(Prompt)
Beginning with the line containing "Digitize the connectivity" and ending with the last line of the entries below, copy each line exactly and nothing else.

(Provided records)
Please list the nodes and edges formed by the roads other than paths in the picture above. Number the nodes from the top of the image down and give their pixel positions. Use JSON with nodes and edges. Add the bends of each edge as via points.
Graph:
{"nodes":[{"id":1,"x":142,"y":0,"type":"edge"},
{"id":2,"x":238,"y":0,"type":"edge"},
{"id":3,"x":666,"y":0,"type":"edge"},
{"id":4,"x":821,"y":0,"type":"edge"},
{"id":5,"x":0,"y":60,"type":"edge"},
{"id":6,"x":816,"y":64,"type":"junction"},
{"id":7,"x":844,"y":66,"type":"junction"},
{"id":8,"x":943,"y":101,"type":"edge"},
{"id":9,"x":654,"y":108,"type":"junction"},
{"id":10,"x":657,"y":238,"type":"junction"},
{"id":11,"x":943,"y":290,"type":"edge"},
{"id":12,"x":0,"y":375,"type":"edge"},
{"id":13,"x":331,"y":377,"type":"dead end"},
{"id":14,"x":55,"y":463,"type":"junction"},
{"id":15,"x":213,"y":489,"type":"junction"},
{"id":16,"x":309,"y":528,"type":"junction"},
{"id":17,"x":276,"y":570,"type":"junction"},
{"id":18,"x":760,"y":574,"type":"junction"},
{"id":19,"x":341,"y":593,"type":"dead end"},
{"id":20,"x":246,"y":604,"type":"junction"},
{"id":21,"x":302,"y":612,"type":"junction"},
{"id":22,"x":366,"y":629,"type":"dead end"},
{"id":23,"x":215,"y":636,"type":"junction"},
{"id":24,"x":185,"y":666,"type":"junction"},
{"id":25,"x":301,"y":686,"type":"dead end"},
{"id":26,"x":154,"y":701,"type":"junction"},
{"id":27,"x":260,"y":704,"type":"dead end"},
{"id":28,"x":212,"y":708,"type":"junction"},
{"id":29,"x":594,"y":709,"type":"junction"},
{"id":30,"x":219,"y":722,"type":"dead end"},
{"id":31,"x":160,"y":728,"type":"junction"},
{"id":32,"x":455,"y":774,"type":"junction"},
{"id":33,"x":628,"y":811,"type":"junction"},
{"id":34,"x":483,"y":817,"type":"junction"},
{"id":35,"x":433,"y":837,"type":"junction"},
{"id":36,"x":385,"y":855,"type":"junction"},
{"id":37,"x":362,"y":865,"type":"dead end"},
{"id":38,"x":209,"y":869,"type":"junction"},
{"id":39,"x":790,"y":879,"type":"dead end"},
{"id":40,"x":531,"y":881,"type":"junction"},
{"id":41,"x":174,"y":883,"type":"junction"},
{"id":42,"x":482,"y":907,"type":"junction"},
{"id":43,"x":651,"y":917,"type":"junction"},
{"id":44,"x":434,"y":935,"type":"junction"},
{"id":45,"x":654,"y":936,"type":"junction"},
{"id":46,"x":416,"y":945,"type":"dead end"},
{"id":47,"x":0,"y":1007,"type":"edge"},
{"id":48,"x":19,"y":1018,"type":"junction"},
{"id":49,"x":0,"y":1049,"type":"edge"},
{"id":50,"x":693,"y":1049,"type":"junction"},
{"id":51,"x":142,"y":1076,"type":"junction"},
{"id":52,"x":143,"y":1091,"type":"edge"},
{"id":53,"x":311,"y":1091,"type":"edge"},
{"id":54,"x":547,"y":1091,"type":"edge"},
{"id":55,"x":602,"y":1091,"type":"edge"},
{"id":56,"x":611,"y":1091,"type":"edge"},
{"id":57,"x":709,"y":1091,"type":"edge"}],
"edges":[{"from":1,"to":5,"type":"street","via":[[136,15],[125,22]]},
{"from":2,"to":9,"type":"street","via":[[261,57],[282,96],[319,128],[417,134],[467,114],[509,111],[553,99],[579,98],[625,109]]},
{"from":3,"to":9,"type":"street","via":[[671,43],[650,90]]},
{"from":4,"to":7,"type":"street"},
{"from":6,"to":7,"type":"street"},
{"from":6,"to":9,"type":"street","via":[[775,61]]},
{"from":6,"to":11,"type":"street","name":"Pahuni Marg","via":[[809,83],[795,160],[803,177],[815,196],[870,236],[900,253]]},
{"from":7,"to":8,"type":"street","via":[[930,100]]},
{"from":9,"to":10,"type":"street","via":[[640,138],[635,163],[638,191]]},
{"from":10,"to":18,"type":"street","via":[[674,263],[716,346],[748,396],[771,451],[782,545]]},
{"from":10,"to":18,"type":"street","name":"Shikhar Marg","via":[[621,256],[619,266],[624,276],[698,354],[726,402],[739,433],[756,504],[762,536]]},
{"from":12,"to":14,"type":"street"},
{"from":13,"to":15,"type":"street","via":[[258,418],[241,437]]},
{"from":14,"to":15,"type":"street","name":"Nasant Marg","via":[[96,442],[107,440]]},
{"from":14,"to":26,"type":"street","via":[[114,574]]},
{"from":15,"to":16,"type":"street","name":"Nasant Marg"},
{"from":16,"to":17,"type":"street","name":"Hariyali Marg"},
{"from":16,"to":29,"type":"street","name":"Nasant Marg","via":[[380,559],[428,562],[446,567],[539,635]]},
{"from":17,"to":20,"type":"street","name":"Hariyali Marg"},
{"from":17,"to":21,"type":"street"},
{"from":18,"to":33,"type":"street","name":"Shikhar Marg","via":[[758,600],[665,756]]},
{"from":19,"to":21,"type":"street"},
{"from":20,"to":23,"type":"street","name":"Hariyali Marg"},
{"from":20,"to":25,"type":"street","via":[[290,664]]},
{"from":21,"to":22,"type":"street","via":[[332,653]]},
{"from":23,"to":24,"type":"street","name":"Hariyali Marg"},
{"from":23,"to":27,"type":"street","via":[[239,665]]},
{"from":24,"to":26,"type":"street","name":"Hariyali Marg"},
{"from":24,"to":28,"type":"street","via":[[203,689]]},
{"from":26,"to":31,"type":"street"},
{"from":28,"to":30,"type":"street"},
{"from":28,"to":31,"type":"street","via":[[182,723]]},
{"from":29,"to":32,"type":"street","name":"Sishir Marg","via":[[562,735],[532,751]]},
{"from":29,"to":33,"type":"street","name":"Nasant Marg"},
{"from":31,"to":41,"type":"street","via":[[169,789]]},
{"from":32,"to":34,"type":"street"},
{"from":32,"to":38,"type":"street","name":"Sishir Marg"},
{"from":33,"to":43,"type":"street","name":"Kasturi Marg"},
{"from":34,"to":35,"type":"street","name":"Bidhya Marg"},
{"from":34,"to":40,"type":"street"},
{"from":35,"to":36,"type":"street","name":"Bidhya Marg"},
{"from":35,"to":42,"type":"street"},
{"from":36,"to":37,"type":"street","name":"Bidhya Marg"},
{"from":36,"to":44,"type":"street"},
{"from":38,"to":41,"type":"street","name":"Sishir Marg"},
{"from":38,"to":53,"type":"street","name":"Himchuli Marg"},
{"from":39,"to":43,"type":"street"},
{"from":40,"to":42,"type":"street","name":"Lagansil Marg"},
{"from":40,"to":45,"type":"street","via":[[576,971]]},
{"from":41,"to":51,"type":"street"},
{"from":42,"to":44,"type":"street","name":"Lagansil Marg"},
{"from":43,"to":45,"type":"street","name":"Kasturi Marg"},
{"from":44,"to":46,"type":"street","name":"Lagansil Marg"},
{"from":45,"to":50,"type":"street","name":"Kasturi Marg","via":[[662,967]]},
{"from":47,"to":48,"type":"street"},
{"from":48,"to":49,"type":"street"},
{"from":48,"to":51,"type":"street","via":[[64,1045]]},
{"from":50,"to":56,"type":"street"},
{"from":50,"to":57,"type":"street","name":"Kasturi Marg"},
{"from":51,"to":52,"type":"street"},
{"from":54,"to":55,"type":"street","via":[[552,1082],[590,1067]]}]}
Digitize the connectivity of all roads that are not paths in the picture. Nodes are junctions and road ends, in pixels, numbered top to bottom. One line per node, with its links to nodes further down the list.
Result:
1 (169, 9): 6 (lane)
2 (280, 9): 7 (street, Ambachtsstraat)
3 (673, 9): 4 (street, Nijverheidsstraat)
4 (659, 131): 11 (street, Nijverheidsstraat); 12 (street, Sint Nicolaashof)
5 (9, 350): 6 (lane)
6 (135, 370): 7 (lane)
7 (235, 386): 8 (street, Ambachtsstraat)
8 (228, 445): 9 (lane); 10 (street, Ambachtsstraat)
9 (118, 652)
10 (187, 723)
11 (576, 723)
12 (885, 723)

(Result of this exercise)
Digitize the connectivity of all roads that are not paths in the picture. Nodes are junctions and road ends, in pixels, numbered top to bottom. One line per node, with its links to nodes further down the list.
Result:
1 (169, 9): 6 (lane)
2 (280, 9): 7 (street, Ambachtsstraat)
3 (673, 9): 4 (street, Nijverheidsstraat)
4 (659, 131): 11 (street, Nijverheidsstraat); 12 (street, Sint Nicolaashof)
5 (9, 350): 6 (lane)
6 (135, 370): 7 (lane)
7 (235, 386): 8 (street, Ambachtsstraat)
8 (228, 445): 9 (lane); 10 (street, Ambachtsstraat)
9 (118, 652)
10 (187, 723)
11 (576, 723)
12 (885, 723)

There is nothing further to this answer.